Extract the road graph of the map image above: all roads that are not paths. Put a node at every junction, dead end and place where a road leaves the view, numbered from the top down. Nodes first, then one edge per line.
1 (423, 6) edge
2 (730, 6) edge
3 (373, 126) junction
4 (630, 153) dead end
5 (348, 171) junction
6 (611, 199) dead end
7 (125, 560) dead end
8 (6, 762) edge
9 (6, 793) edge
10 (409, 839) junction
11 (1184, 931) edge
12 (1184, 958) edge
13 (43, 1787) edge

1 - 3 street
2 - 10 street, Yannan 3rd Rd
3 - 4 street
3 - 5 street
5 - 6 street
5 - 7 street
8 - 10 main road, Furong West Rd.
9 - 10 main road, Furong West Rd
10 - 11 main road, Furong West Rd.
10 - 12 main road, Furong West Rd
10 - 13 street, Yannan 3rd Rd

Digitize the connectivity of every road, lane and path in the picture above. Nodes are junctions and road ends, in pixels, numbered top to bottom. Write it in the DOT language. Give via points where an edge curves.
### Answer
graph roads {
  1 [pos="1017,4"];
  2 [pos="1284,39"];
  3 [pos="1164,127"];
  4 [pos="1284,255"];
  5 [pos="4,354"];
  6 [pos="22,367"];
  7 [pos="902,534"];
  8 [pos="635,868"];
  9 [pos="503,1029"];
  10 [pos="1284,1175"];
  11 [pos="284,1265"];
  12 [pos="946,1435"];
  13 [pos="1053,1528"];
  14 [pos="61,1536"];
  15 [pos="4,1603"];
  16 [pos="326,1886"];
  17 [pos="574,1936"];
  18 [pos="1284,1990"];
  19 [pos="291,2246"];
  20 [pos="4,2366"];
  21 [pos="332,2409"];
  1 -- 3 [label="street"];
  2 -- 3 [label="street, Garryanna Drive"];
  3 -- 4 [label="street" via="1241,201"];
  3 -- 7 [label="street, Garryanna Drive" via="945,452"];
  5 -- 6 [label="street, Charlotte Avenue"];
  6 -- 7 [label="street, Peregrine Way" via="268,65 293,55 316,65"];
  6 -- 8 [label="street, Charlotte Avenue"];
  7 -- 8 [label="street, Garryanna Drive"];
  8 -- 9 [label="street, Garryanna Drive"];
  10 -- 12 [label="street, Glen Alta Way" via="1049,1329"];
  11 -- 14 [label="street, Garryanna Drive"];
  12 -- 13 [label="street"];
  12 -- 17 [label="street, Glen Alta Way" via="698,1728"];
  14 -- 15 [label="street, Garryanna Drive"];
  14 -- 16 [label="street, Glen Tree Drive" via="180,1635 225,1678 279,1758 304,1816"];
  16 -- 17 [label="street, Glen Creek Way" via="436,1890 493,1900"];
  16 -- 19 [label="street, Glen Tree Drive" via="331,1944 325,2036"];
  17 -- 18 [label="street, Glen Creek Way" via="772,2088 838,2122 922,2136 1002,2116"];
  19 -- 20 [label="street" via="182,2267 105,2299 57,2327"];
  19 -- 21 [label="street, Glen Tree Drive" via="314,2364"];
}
----
■ **Exercise requirements**: Write the material out once more, exactly as it reads.

■ **Task solution**:
Extract the road graph of the map image above: all roads that are not paths. Put a node at every junction, dead end and place where a road leaves the view, numbered from the top down. Nodes first, then one edge per line.
1 (423, 6) edge
2 (730, 6) edge
3 (373, 126) junction
4 (630, 153) dead end
5 (348, 171) junction
6 (611, 199) dead end
7 (125, 560) dead end
8 (6, 762) edge
9 (6, 793) edge
10 (409, 839) junction
11 (1184, 931) edge
12 (1184, 958) edge
13 (43, 1787) edge

1 - 3 street
2 - 10 street, Yannan 3rd Rd
3 - 4 street
3 - 5 street
5 - 6 street
5 - 7 street
8 - 10 main road, Furong West Rd.
9 - 10 main road, Furong West Rd
10 - 11 main road, Furong West Rd.
10 - 12 main road, Furong West Rd
10 - 13 street, Yannan 3rd Rd

Digitize the connectivity of every road, lane and path in the picture above. Nodes are junctions and road ends, in pixels, numbered top to bottom. Write it in the DOT language. Give via points where an edge curves.
### Answer
graph roads {
  1 [pos="1017,4"];
  2 [pos="1284,39"];
  3 [pos="1164,127"];
  4 [pos="1284,255"];
  5 [pos="4,354"];
  6 [pos="22,367"];
  7 [pos="902,534"];
  8 [pos="635,868"];
  9 [pos="503,1029"];
  10 [pos="1284,1175"];
  11 [pos="284,1265"];
  12 [pos="946,1435"];
  13 [pos="1053,1528"];
  14 [pos="61,1536"];
  15 [pos="4,1603"];
  16 [pos="326,1886"];
  17 [pos="574,1936"];
  18 [pos="1284,1990"];
  19 [pos="291,2246"];
  20 [pos="4,2366"];
  21 [pos="332,2409"];
  1 -- 3 [label="street"];
  2 -- 3 [label="street, Garryanna Drive"];
  3 -- 4 [label="street" via="1241,201"];
  3 -- 7 [label="street, Garryanna Drive" via="945,452"];
  5 -- 6 [label="street, Charlotte Avenue"];
  6 -- 7 [label="street, Peregrine Way" via="268,65 293,55 316,65"];
  6 -- 8 [label="street, Charlotte Avenue"];
  7 -- 8 [label="street, Garryanna Drive"];
  8 -- 9 [label="street, Garryanna Drive"];
  10 -- 12 [label="street, Glen Alta Way" via="1049,1329"];
  11 -- 14 [label="street, Garryanna Drive"];
  12 -- 13 [label="street"];
  12 -- 17 [label="street, Glen Alta Way" via="698,1728"];
  14 -- 15 [label="street, Garryanna Drive"];
  14 -- 16 [label="street, Glen Tree Drive" via="180,1635 225,1678 279,1758 304,1816"];
  16 -- 17 [label="street, Glen Creek Way" via="436,1890 493,1900"];
  16 -- 19 [label="street, Glen Tree Drive" via="331,1944 325,2036"];
  17 -- 18 [label="street, Glen Creek Way" via="772,2088 838,2122 922,2136 1002,2116"];
  19 -- 20 [label="street" via="182,2267 105,2299 57,2327"];
  19 -- 21 [label="street, Glen Tree Drive" via="314,2364"];
}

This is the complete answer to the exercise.